Gather all lines in the data that hold the string "Lane".
(Records provided)
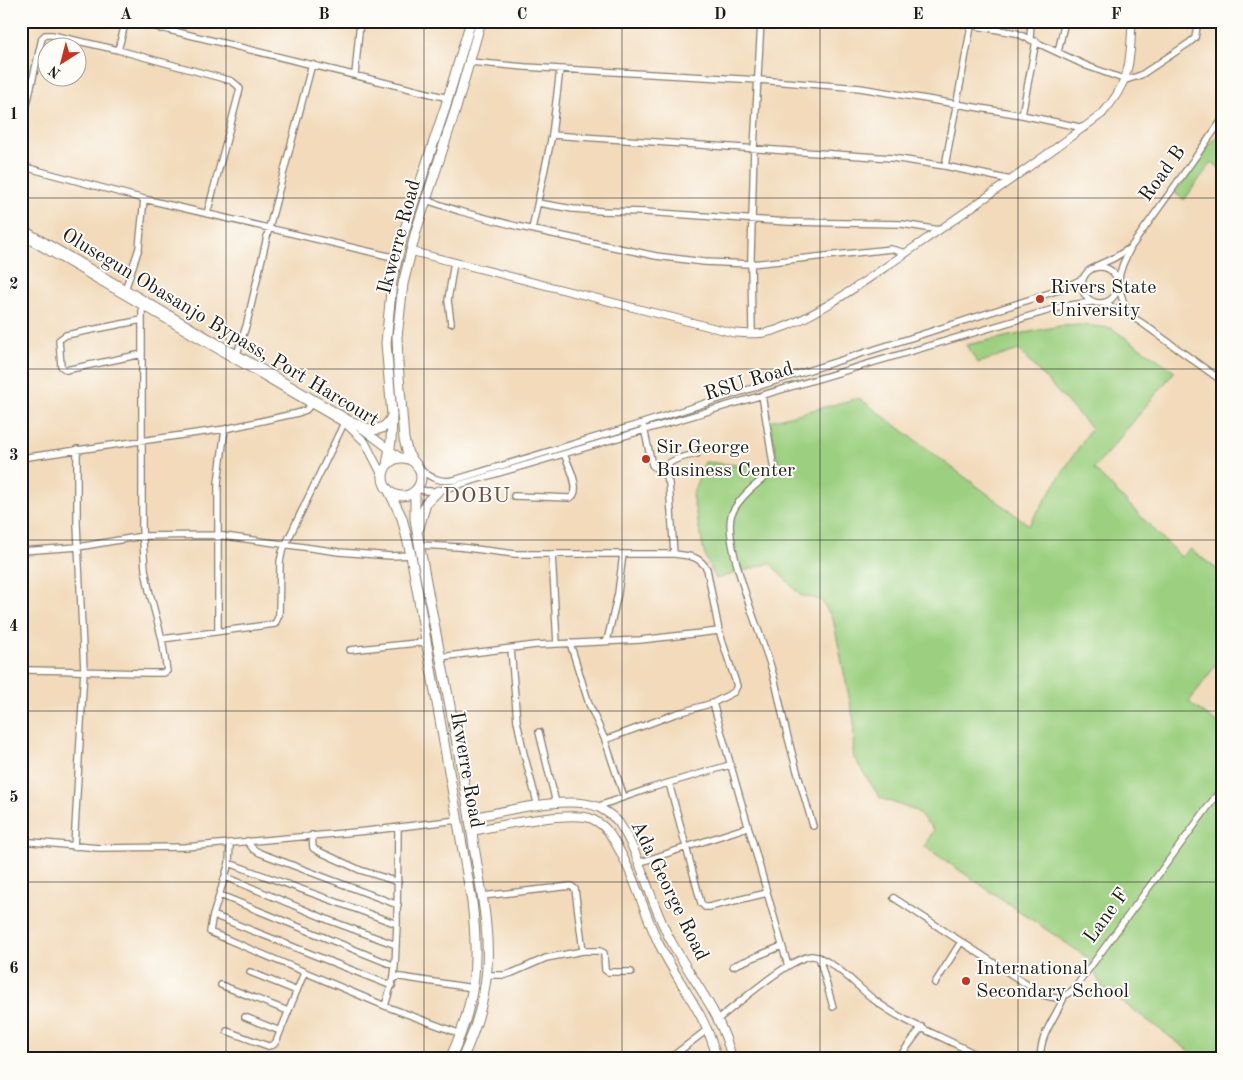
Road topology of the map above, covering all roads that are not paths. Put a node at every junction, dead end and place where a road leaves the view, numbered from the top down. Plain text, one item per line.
1 (126, 21) edge
2 (132, 21) edge
3 (163, 21) edge
4 (360, 21) edge
5 (471, 21) edge
6 (481, 21) edge
7 (761, 21) edge
8 (892, 21) edge
9 (900, 21) edge
10 (1031, 21) edge
11 (1065, 21) edge
12 (1132, 21) edge
13 (1198, 21) edge
14 (972, 23) edge
15 (162, 29) junction
16 (1033, 40) junction
17 (118, 50) junction
18 (1058, 52) junction
19 (470, 62) junction
20 (312, 64) junction
21 (560, 69) junction
22 (356, 75) junction
23 (759, 80) junction
24 (1126, 80) junction
25 (448, 98) junction
26 (957, 105) junction
27 (1022, 115) junction
28 (1222, 120) edge
29 (1084, 128) junction
30 (21, 131) edge
31 (552, 135) junction
32 (754, 148) junction
33 (21, 166) edge
34 (945, 166) junction
35 (1011, 180) junction
36 (144, 199) junction
37 (426, 200) junction
38 (538, 203) junction
39 (207, 214) junction
40 (752, 219) junction
41 (21, 228) edge
42 (269, 228) junction
43 (532, 229) junction
44 (939, 230) junction
45 (21, 236) edge
46 (1131, 247) junction
47 (410, 251) junction
48 (906, 253) junction
49 (398, 258) junction
50 (454, 262) junction
51 (751, 264) junction
52 (1093, 268) junction
53 (1082, 279) junction
54 (1118, 283) junction
55 (125, 290) junction
56 (1092, 302) junction
57 (1103, 303) junction
58 (142, 306) junction
59 (1128, 314) junction
60 (142, 320) junction
61 (450, 322) dead end
62 (752, 334) junction
63 (142, 354) junction
64 (237, 354) junction
65 (1222, 381) edge
66 (762, 395) junction
67 (314, 402) junction
68 (392, 416) junction
69 (349, 422) junction
70 (644, 426) junction
71 (225, 429) junction
72 (143, 440) junction
73 (77, 449) junction
74 (390, 451) junction
75 (564, 454) junction
76 (698, 454) dead end
77 (21, 458) edge
78 (401, 458) junction
79 (387, 465) junction
80 (418, 467) junction
81 (662, 470) junction
82 (383, 477) junction
83 (388, 489) junction
84 (415, 490) junction
85 (438, 491) junction
86 (514, 496) dead end
87 (217, 534) junction
88 (143, 536) junction
89 (418, 541) junction
90 (286, 544) junction
91 (78, 547) junction
92 (21, 551) edge
93 (552, 554) junction
94 (622, 554) junction
95 (674, 554) junction
96 (411, 555) junction
97 (218, 630) junction
98 (719, 631) junction
99 (162, 639) junction
100 (607, 641) junction
101 (426, 642) junction
102 (557, 644) junction
103 (570, 644) junction
104 (511, 649) junction
105 (350, 650) dead end
106 (440, 657) junction
107 (21, 670) edge
108 (84, 670) junction
109 (713, 703) junction
110 (539, 732) dead end
111 (605, 740) junction
112 (730, 765) junction
113 (669, 783) junction
114 (1222, 788) edge
115 (624, 797) junction
116 (556, 803) junction
117 (538, 806) junction
118 (596, 807) junction
119 (470, 818) junction
120 (458, 820) junction
121 (813, 826) dead end
122 (398, 827) junction
123 (748, 827) junction
124 (472, 832) junction
125 (312, 835) junction
126 (21, 841) edge
127 (247, 841) junction
128 (230, 843) junction
129 (74, 847) junction
130 (687, 847) junction
131 (229, 863) junction
132 (638, 863) junction
133 (226, 877) junction
134 (398, 882) junction
135 (767, 893) junction
136 (220, 895) junction
137 (482, 896) junction
138 (894, 898) dead end
139 (398, 905) junction
140 (214, 915) junction
141 (398, 924) junction
142 (961, 942) junction
143 (396, 945) junction
144 (782, 946) junction
145 (583, 951) junction
146 (819, 957) junction
147 (395, 966) junction
148 (733, 966) dead end
149 (788, 966) junction
150 (250, 972) dead end
151 (631, 972) dead end
152 (304, 973) junction
153 (486, 975) junction
154 (394, 976) junction
155 (936, 983) dead end
156 (221, 984) dead end
157 (392, 986) junction
158 (473, 988) junction
159 (297, 991) junction
160 (1064, 997) junction
161 (385, 1006) junction
162 (833, 1007) dead end
163 (288, 1011) junction
164 (245, 1017) dead end
165 (717, 1020) junction
166 (922, 1027) junction
167 (708, 1029) junction
168 (227, 1030) dead end
169 (280, 1031) junction
170 (461, 1034) junction
171 (450, 1059) edge
172 (462, 1059) edge
173 (579, 1059) edge
174 (595, 1059) edge
175 (604, 1059) edge
176 (668, 1059) edge
177 (717, 1059) edge
178 (732, 1059) edge
179 (898, 1059) edge
180 (984, 1059) edge
181 (1041, 1059) edge

1 - 17 street
2 - 15 street
3 - 15 street
4 - 22 street
5 - 25 main road, Ikwerre Road
6 - 19 main road, Ikwerre Road
7 - 23 street
8 - 9 street
9 - 14 street
10 - 16 street
11 - 18 street
12 - 24 street
13 - 24 street
14 - 16 street
14 - 26 street
15 - 20 street
16 - 18 street
16 - 27 street
17 - 30 street
17 - 39 street
18 - 24 street
19 - 21 street
19 - 37 main road, Ikwerre Road
20 - 22 street
20 - 42 street
21 - 23 street
21 - 31 street
22 - 25 street
23 - 26 street
23 - 32 street
24 - 29 street
25 - 49 main road, Ikwerre Road
26 - 27 street
26 - 34 street
27 - 29 street
28 - 46 street, Road B
29 - 35 street
31 - 32 street
31 - 38 street
32 - 34 street
32 - 40 street
33 - 36 street
34 - 35 street
35 - 44 street
36 - 39 street
36 - 55 street
37 - 43 street
37 - 47 main road, Ikwerre Road
38 - 40 street
38 - 43 street
39 - 42 street
40 - 44 street
40 - 51 street
41 - 55 street, Olusegun Obasanjo Bypass, Port Harcourt
42 - 49 street
42 - 64 street
43 - 51 street
44 - 48 street
45 - 58 street, Olusegun Obasanjo Bypass, Port Harcourt
46 - 52 street
46 - 54 street
47 - 50 street
47 - 80 main road, Ikwerre Road
48 - 51 street
48 - 62 street
49 - 68 main road, Ikwerre Road
50 - 61 street
50 - 62 street
51 - 62 street
52 - 53 street
52 - 54 street
53 - 56 street
53 - 70 street, RSU Road
54 - 57 street
54 - 59 street
55 - 64 street, Olusegun Obasanjo Bypass, Port Harcourt
56 - 57 street
56 - 66 street, RSU Road
57 - 59 street
58 - 60 street
58 - 67 street, Olusegun Obasanjo Bypass, Port Harcourt
59 - 65 street
60 - 63 street
60 - 63 street
63 - 72 street
64 - 67 street, Olusegun Obasanjo Bypass, Port Harcourt
66 - 70 street, RSU Road
66 - 121 street
67 - 69 street, Olusegun Obasanjo Bypass, Port Harcourt
67 - 71 street
68 - 69 main road
68 - 74 main road, Ikwerre Road
69 - 74 street, Olusegun Obasanjo Bypass, Port Harcourt
69 - 82 street, Olusegun Obasanjo Bypass, Port Harcourt
69 - 90 street
70 - 75 street, RSU Road
70 - 80 street, RSU Road
70 - 81 street
71 - 72 street
71 - 87 street
72 - 73 street
72 - 88 street
73 - 77 street
73 - 91 street
74 - 78 street, Olusegun Obasanjo Bypass, Port Harcourt
74 - 79 main road, Ikwerre Road
75 - 85 street, RSU Road
75 - 86 street
76 - 81 street
78 - 79 main road
78 - 80 main road
79 - 82 main road
80 - 84 main road
81 - 95 street
82 - 83 main road
83 - 84 main road
83 - 96 main road, Ikwerre Road
84 - 85 street, RSU Road
84 - 89 main road, Ikwerre Road
85 - 89 main road
87 - 88 street
87 - 90 street
87 - 97 street
88 - 91 street
88 - 99 street
89 - 93 street
89 - 106 main road, Ikwerre Road
90 - 96 street
90 - 97 street
91 - 92 street
91 - 108 street
93 - 94 street
93 - 102 street
94 - 95 street
94 - 100 street
95 - 98 street
96 - 101 main road, Ikwerre Road
97 - 99 street
98 - 100 street
98 - 109 street
99 - 108 street
100 - 103 street
101 - 105 street
101 - 120 main road, Ikwerre Road
102 - 103 street
102 - 104 street
103 - 111 street
104 - 106 street
104 - 117 street
106 - 119 main road, Ikwerre Road
107 - 108 street
108 - 129 street
109 - 111 street
109 - 112 street
110 - 116 street
111 - 115 street
112 - 113 street
112 - 123 street
113 - 115 street
113 - 130 street
114 - 160 street, Lane F
115 - 118 street
116 - 117 main road, Ada George Road
116 - 118 main road, Ada George Road
117 - 119 main road, Ada George Road
118 - 132 main road, Ada George Road
119 - 124 main road, Ikwerre Road
120 - 122 street
120 - 158 main road, Ikwerre Road
122 - 125 street
122 - 134 street
123 - 130 street
123 - 135 street
124 - 137 main road, Ikwerre Road
124 - 167 main road, Ada George Road
125 - 127 street
125 - 134 street
126 - 129 street
127 - 128 street
127 - 139 street
128 - 129 street
128 - 131 street
130 - 132 street
130 - 135 street
131 - 133 street
131 - 141 street
132 - 165 main road, Ada George Road
133 - 136 street
133 - 143 street
134 - 139 street
135 - 144 street
136 - 140 street
136 - 147 street
137 - 145 street
137 - 153 main road, Ikwerre Road
138 - 142 street
139 - 141 street
140 - 152 street
140 - 157 street
141 - 143 street
142 - 155 street
142 - 160 street
143 - 147 street
144 - 148 street
144 - 149 street
145 - 151 street
145 - 153 street
146 - 149 street
146 - 162 street
146 - 166 street
147 - 154 street
149 - 165 street
150 - 159 street
152 - 159 street
152 - 161 street
153 - 172 main road, Ikwerre Road
154 - 157 street
154 - 158 street
156 - 163 street
157 - 161 street
158 - 170 main road, Ikwerre Road
159 - 163 street
160 - 181 street, Lane F
161 - 170 street
163 - 169 street
164 - 169 street
165 - 178 main road, Ada George Road
166 - 179 street
166 - 180 street
167 - 176 street
167 - 177 main road, Ada George Road
168 - 169 street
170 - 171 main road, Ikwerre Road
173 - 174 street
174 - 175 street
(End Records provided)
Output |
114 - 160 street, Lane F
160 - 181 street, Lane F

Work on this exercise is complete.